What the exercise asks: Examine every line of the listing below. Count those containing "each" and state only the result.

START Data listing

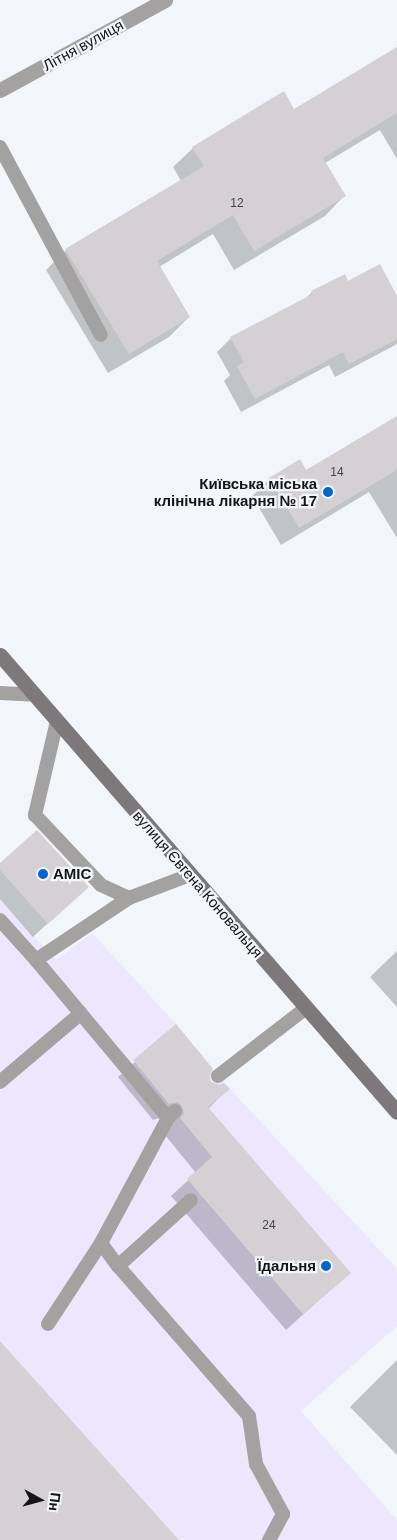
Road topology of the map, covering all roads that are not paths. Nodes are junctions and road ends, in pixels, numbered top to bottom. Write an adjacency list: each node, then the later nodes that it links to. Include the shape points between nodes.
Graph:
1 (165, 0): 2 (street, Літня вулиця)
2 (0, 90)
3 (0, 147): 4 (lane)
4 (101, 335)
5 (0, 655): 7 (main road, вулиця Євгена Коновальця)
6 (0, 693): 7 (lane)
7 (35, 695): 8 (main road, вулиця Євгена Коновальця)
8 (58, 721): 9 (main road, вулиця Євгена Коновальця); 10 (lane, via 35,815 101,885)
9 (190, 874): 10 (lane); 13 (main road, вулиця Євгена Коновальця)
10 (129, 898): 12 (lane)
11 (0, 920): 12 (lane)
12 (36, 960): 14 (lane)
13 (306, 1008): 15 (lane); 17 (main road, вулиця Євгена Коновальця)
14 (81, 1013): 16 (lane); 19 (lane, via 172,1114)
15 (218, 1076)
16 (0, 1082)
17 (397, 1112)
18 (191, 1200): 20 (lane)
19 (100, 1243): 20 (lane); 21 (lane)
20 (118, 1266): 22 (lane, via 249,1416 256,1464 283,1514)
21 (48, 1324)
22 (269, 1540)

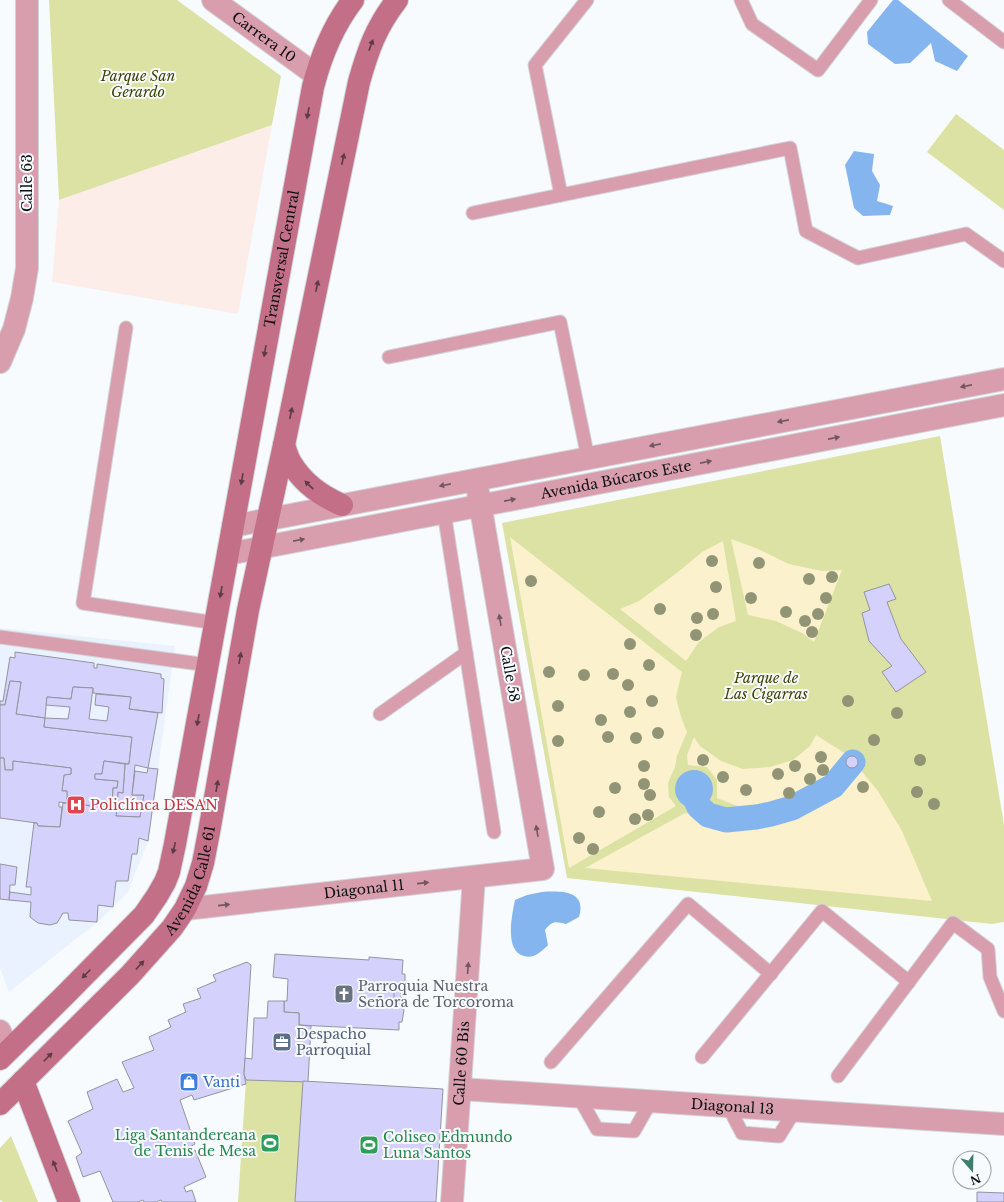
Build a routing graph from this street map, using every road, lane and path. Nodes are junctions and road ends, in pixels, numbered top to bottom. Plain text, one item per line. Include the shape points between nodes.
1 (27, 0) edge
2 (213, 0) edge
3 (353, 0) edge
4 (397, 0) edge
5 (587, 0) edge
6 (742, 0) edge
7 (871, 0) edge
8 (949, 0) edge
9 (1004, 42) edge
10 (316, 75) junction
11 (561, 195) junction
12 (473, 213) dead end
13 (1004, 261) edge
14 (126, 328) dead end
15 (389, 357) dead end
16 (0, 362) edge
17 (1004, 379) edge
18 (1004, 405) edge
19 (284, 445) junction
20 (588, 458) junction
21 (476, 480) junction
22 (342, 505) junction
23 (481, 506) junction
24 (444, 512) junction
25 (267, 520) junction
26 (233, 526) junction
27 (261, 547) junction
28 (228, 554) junction
29 (216, 623) junction
30 (0, 637) edge
31 (466, 653) junction
32 (208, 664) junction
33 (380, 714) dead end
34 (494, 832) dead end
35 (543, 869) joint
36 (474, 877) junction
37 (185, 909) junction
38 (771, 974) junction
39 (908, 982) junction
40 (1004, 1011) edge
41 (0, 1031) edge
42 (4, 1055) edge
43 (702, 1058) dead end
44 (551, 1062) dead end
45 (838, 1076) dead end
46 (23, 1081) junction
47 (460, 1089) junction
48 (579, 1096) junction
49 (651, 1101) junction
50 (0, 1104) edge
51 (1004, 1124) edge
52 (69, 1202) edge
53 (452, 1202) edge

1 - 16 street, Calle 63 via 27,268 14,329
2 - 10 street, Carrera 10
3 - 10 main road, Transversal Central via 334,30
19 -> 4 main road via 359,82 374,37
5 - 11 lane via 535,65
6 - 7 lane via 752,24 818,70
8 - 9 lane
10 -> 26 main road, Transversal Central
11 - 12 lane
11 - 13 lane via 790,148 806,231 858,258 966,234
14 - 29 lane via 83,603
15 - 20 lane via 560,322
17 -> 20 street, Avenida Búcaros Este
23 -> 18 street, Avenida Búcaros Este
22 -> 19 main road via 327,499 302,478 291,463
19 - 25 main road
20 - 21 street, Avenida Búcaros Este
21 -> 22 street, Avenida Búcaros Este
21 - 23 street, Calle 58
22 - 25 street, Avenida Búcaros Este
23 - 24 street, Avenida Búcaros Este
35 -> 23 street, Calle 58
27 -> 24 street, Avenida Búcaros Este
24 - 31 lane
25 - 26 street, Avenida Búcaros Este
25 - 27 main road, Avenida Calle 61
26 - 28 main road, Avenida Calle 61
27 - 28 street, Avenida Búcaros Este
37 -> 27 main road, Avenida Calle 61 via 203,863
28 -> 29 main road, Avenida Calle 61
29 - 32 main road, Avenida Calle 61
30 - 32 lane
31 - 33 lane
31 - 34 lane
32 -> 42 main road, Avenida Calle 61 via 169,872 157,896 144,915
35 - 36 street, Diagonal 11
37 -> 36 street, Diagonal 11
47 -> 36 street, Calle 60 Bis
46 -> 37 main road, Avenida Calle 61 via 130,975 172,928
38 - 39 lane via 822,911
38 - 43 lane
38 - 44 lane via 688,904
39 - 40 lane via 953,923 988,949 990,977
39 - 45 lane
41 - 42 street
46 - 50 main road, Avenida Calle 61
52 -> 46 main road
47 - 48 street, Diagonal 13
47 - 53 street, Calle 60 Bis
48 - 49 street, Diagonal 13
48 - 49 lane via 597,1129 634,1131
49 - 51 street, Diagonal 13

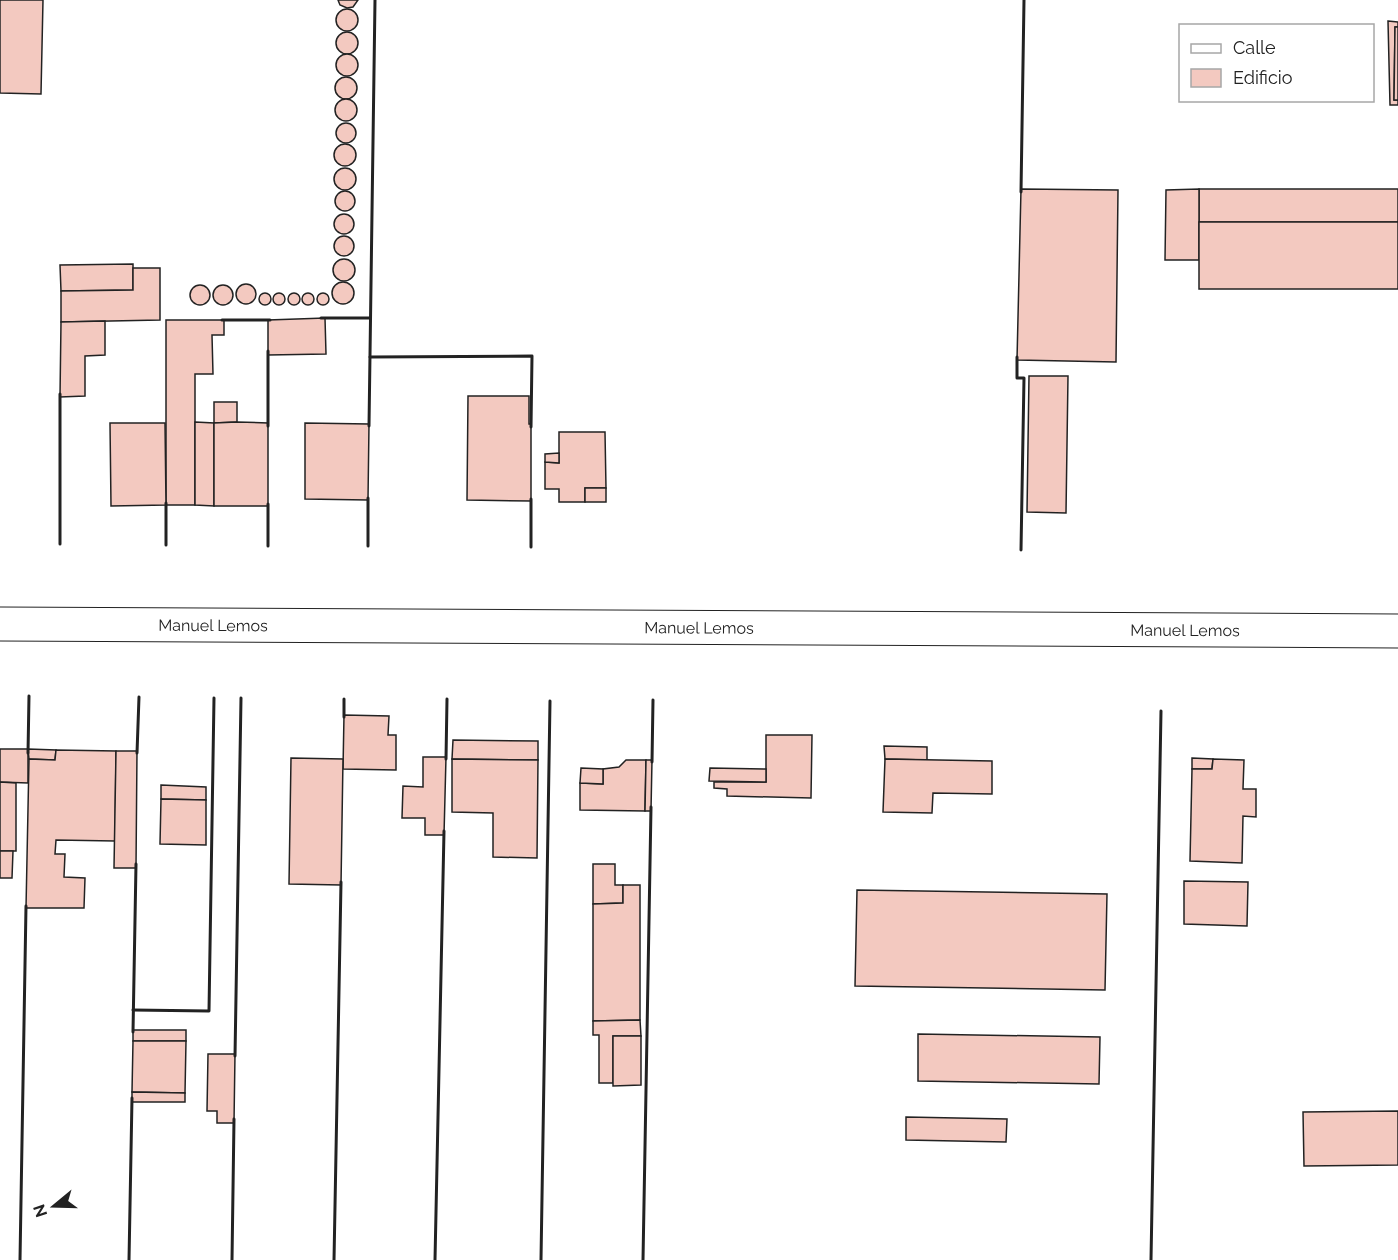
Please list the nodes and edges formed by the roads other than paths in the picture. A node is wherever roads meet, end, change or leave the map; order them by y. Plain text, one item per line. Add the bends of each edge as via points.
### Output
1 (0, 624) edge
2 (1398, 631) edge

1 - 2 street, Manuel Lemos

END Data listing

Response to the exercise: 2